Minister Heydon will shortly convene an "extended working group of stakeholders, to include all farm bodies", to discuss the development of the National Carbon Farming Framework.

"I echo stakeholder feedback in saying that a successful framework must be simple, farmer-friendly, environmentally-sustainable and cost-effective," he added.

Recommendations from the consultation

Following the public consultation and stakeholder events, a number of recommendations were compiled.

The report identifies the first as the development and delivery of a National Carbon Farming Framework.

Feedback from stakeholders identified the commitment under the Climate Action Plan and programme for government to develop a National Carbon Farming Framework as a "key enabler to build confidence and guidance to the establishment of a suite of activities to deliver carbon farming in Ireland". 

A second key recommendation is to develop and implement a demonstration initiative to guide learning and scaling.

"There is an identified need for a National Carbon Farming Framework to function to co-create a new model of Irish agriculture - one that strengthens and protects the family farm model, while uniting environmental responsibility with economic output," the report said.

"Carbon farming must complement, not replace productive agriculture.

"The development of a carbon farming framework requires testing through a large-scale demonstration initiative that can test approaches on different farm types, and which will ultimately build confidence on both the farmer and buyer sides of the market.

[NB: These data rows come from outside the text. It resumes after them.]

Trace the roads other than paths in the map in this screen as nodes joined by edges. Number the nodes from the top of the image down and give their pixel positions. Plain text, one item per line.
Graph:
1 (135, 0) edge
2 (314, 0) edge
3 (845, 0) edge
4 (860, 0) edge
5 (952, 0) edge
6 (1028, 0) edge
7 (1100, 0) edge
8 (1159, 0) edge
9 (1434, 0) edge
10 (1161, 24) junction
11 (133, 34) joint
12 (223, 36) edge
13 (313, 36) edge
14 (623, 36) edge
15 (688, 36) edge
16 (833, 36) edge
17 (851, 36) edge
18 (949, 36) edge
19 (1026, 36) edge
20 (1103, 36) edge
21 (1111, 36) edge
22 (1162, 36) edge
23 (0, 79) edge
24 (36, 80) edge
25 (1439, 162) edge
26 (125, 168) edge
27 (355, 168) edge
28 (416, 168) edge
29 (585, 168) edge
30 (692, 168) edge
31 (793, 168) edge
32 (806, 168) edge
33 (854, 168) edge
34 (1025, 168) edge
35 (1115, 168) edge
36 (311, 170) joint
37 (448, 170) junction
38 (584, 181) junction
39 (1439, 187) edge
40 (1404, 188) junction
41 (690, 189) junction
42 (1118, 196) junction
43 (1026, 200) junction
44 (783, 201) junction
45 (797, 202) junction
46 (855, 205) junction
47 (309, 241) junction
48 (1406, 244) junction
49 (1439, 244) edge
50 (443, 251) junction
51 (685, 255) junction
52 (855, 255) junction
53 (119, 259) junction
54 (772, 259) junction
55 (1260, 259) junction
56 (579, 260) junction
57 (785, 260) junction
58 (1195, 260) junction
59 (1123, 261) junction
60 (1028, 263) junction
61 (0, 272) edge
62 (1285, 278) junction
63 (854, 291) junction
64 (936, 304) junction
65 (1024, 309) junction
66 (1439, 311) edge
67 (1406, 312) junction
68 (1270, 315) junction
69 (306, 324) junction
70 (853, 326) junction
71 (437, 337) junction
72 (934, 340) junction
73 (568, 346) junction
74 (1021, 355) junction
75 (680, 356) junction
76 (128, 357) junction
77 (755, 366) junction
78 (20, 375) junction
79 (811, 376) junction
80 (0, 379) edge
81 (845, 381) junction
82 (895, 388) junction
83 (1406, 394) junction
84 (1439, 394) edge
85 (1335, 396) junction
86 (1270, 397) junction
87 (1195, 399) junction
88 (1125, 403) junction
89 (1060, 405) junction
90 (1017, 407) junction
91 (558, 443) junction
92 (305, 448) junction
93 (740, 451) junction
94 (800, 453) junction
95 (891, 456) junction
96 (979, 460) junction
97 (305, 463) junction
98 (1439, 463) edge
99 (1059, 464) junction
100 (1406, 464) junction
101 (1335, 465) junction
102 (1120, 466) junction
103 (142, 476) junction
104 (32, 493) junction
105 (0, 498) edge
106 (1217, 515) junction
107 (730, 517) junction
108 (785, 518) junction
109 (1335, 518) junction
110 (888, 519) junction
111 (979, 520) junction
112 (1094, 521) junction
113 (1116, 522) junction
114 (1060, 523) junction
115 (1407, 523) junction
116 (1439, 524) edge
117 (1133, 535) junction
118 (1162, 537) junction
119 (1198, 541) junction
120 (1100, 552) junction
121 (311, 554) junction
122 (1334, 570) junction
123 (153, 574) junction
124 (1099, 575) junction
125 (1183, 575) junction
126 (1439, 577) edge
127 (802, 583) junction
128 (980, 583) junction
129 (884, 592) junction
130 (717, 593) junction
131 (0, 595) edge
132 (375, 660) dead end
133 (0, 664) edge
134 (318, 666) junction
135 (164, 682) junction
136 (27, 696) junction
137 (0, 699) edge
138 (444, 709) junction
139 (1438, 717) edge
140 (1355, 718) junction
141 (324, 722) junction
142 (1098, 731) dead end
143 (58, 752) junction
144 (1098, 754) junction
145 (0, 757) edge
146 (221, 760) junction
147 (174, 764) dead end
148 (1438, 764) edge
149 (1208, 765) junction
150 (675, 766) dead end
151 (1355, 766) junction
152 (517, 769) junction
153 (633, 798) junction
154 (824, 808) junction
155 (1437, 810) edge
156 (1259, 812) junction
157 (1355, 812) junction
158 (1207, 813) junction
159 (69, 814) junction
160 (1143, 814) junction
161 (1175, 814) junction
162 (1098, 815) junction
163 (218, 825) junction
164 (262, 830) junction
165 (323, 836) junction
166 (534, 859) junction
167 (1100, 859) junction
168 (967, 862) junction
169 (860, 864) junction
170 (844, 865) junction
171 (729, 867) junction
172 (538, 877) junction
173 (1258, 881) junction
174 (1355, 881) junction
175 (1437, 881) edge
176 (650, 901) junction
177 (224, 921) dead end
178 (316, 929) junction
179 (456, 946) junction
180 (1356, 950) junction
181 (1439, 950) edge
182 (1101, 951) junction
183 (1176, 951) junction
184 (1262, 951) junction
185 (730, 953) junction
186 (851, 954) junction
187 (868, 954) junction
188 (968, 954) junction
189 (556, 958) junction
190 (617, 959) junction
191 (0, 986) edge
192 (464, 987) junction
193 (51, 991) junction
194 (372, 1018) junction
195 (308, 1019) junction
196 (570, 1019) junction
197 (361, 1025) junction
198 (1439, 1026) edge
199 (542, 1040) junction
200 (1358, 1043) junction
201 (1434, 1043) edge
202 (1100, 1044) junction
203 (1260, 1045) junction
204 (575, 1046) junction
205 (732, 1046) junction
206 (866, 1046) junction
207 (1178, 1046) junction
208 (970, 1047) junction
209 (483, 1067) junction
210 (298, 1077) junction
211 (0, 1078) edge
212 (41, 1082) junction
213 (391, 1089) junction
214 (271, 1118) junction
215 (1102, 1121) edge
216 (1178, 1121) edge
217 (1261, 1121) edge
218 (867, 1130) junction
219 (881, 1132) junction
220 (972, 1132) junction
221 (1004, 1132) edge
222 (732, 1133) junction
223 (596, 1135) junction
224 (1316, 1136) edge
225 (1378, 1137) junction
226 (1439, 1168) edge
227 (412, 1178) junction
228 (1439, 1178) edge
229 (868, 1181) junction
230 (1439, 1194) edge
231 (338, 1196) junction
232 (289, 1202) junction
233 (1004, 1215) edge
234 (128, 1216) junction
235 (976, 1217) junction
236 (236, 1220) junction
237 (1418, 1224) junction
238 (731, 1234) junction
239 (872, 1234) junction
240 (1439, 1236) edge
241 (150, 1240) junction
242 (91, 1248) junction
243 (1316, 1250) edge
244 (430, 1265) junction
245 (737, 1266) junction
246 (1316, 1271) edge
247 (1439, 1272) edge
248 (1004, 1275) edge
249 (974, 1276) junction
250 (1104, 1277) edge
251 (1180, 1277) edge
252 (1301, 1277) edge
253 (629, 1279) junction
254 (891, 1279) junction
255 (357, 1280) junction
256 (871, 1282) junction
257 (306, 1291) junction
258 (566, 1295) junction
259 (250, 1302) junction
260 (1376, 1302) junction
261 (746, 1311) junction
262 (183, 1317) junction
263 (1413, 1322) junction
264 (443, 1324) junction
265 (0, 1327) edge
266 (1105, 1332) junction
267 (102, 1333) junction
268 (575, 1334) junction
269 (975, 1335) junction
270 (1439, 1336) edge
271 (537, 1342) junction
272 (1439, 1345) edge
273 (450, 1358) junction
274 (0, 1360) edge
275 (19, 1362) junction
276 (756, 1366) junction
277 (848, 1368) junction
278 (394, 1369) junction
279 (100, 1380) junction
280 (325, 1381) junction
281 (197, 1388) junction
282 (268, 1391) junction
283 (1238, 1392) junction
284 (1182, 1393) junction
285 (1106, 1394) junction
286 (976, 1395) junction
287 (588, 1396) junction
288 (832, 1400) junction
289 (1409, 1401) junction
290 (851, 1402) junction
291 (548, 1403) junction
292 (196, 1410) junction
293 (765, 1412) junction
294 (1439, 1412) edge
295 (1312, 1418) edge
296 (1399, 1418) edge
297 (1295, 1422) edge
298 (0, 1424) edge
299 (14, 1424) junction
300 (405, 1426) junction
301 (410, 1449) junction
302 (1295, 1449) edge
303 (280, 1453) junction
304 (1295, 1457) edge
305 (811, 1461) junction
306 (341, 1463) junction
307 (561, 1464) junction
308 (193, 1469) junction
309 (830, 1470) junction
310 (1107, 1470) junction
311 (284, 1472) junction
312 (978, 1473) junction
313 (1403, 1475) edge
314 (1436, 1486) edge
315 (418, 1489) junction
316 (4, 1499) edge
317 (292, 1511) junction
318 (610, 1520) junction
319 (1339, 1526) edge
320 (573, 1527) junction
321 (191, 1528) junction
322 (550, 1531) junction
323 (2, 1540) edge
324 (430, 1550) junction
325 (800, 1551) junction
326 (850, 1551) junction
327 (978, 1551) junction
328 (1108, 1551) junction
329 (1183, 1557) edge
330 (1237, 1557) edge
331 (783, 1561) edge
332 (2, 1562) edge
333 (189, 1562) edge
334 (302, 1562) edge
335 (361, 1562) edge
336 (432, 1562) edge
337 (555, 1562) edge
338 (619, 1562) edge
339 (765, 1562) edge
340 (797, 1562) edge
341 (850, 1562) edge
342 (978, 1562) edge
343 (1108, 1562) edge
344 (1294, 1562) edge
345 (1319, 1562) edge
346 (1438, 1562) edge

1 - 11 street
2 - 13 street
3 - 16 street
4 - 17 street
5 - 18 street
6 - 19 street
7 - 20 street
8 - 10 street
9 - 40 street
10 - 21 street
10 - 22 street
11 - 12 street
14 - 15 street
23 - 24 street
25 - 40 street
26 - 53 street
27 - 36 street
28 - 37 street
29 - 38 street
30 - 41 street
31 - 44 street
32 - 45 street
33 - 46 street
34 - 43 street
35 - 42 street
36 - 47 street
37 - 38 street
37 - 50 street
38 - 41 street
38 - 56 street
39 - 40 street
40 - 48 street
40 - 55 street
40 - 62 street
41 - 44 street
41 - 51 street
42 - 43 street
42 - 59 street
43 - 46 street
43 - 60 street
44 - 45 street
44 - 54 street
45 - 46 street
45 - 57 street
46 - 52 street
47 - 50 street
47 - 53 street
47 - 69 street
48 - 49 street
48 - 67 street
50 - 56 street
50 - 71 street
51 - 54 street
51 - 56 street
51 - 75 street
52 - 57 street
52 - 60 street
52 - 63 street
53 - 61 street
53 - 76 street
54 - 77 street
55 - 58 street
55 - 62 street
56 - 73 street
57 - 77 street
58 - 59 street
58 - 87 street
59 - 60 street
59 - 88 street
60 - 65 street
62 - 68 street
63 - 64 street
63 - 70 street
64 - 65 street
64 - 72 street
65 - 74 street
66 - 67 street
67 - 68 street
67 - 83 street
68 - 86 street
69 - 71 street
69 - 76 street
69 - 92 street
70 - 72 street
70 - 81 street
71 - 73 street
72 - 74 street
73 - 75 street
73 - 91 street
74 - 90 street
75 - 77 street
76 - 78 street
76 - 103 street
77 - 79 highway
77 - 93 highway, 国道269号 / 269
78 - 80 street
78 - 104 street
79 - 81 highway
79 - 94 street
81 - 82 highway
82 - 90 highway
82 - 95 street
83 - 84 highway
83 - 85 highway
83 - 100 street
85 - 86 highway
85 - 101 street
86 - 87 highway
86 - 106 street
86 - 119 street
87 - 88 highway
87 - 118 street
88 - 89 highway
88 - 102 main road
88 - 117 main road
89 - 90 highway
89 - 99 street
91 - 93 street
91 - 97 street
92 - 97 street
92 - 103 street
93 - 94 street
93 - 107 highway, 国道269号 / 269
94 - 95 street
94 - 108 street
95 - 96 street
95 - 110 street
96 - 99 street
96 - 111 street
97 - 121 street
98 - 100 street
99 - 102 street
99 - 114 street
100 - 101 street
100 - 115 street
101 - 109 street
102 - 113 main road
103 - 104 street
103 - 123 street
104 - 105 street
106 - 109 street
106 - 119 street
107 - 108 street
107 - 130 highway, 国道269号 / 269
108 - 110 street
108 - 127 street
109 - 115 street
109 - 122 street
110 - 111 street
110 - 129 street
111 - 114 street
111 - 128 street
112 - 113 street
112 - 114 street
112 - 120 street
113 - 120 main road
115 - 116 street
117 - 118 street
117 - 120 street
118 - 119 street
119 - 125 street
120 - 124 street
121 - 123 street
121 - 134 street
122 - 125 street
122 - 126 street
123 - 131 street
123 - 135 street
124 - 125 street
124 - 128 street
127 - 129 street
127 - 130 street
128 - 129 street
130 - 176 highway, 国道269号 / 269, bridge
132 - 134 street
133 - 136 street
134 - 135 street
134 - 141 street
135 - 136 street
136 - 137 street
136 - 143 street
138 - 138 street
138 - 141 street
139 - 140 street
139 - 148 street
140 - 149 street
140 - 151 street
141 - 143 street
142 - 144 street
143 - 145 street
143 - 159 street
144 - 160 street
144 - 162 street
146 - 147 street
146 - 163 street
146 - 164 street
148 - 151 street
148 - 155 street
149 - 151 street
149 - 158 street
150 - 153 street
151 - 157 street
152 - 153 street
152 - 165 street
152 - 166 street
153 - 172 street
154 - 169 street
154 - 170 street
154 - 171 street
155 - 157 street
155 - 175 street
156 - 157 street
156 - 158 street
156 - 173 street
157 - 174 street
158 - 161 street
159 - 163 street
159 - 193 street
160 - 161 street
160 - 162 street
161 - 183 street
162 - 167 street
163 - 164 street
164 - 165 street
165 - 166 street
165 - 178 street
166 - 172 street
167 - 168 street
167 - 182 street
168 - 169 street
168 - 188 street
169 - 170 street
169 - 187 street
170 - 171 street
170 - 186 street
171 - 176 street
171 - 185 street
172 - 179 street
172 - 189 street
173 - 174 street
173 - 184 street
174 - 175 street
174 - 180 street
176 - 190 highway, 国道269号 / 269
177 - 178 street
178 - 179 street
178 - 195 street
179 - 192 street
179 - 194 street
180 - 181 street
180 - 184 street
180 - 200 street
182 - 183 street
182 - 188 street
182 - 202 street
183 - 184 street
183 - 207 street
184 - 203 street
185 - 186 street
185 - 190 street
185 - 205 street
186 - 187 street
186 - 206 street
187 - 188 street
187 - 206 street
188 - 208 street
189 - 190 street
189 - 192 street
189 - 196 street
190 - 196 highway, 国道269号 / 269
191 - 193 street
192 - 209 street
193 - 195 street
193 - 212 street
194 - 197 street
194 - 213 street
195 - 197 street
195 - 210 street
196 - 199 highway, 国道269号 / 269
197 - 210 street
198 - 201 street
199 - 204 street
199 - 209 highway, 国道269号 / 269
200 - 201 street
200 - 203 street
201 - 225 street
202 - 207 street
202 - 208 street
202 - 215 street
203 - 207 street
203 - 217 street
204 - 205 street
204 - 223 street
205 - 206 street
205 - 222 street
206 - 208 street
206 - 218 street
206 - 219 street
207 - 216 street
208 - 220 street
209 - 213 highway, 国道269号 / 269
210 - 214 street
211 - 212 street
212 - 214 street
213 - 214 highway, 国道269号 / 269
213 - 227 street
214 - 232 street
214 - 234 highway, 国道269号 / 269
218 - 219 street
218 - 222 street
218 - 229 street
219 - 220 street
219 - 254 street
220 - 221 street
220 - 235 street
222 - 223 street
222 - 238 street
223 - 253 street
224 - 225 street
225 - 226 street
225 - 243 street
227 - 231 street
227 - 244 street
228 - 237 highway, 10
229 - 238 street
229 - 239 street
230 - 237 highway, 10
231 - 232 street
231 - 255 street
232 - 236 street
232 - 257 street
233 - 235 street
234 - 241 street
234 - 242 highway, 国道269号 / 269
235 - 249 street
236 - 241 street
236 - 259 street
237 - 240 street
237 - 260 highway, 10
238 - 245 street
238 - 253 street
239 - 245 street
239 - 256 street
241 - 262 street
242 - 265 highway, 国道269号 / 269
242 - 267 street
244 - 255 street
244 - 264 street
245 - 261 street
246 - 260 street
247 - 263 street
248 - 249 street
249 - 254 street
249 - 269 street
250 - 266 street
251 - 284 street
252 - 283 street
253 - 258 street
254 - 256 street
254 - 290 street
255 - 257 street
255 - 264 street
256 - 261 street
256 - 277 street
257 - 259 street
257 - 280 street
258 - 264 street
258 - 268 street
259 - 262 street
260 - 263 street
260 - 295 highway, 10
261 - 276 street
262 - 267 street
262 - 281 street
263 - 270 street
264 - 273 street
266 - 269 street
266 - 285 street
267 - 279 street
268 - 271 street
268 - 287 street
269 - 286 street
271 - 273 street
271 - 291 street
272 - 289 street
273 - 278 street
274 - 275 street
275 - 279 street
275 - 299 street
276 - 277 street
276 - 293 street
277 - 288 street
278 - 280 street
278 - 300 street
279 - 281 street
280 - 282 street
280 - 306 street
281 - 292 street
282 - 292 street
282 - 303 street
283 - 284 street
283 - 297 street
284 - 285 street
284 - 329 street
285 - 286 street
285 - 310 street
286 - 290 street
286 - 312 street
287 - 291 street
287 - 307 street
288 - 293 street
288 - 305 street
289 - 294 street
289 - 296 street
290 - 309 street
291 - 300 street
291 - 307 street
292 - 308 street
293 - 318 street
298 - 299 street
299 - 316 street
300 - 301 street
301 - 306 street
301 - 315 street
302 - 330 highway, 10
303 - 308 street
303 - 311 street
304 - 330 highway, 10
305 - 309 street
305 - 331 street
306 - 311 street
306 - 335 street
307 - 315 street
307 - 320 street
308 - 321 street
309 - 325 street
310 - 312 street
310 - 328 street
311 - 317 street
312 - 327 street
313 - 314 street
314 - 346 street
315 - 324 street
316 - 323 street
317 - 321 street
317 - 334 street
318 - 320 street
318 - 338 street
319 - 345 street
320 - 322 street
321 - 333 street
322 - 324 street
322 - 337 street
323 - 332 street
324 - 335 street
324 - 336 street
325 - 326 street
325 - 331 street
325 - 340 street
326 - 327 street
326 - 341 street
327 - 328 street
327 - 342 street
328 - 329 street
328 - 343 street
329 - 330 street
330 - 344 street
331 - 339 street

"This should integrate existing initiatives and deliver robust evidence for industry, policymakers and farmers to inform what sustainable agriculture will look like in Ireland in 2030 and beyond."

Governance

It was also considered that a governance board should be formed with representative stakeholders.

In addition, it has been recommended that a technical committee should be established to ensure consistency in the rules or standards used, and that there is alignment with the Carbon Removal and Carbon Farming Certification Regulation.

There is also a strong consensus that an Irish registry should be established by governmental organisations designed from the start to be interoperable with the future Union Registry (to be developed by the Directorate-General for Climate Action by 2028).

"This national registry can be a key lever to strengthen market integrity and build confidence and trust in carbon farming in Ireland by ensuring transparency, integrity and sending a clear investment signal for farmers and project developers," the report said.

Main barriers

Based on the consultation process, a number of main barriers to the successful development of carbon farming in Ireland were identified.

These include: policy certainty - interoperability with the Common Agricultural Policy (CAP) and public schemes; financial and income risk including liability and permanence concerns; and complexity and administrative burden.

Market uncertainty and advisory and technical capacity were also identified.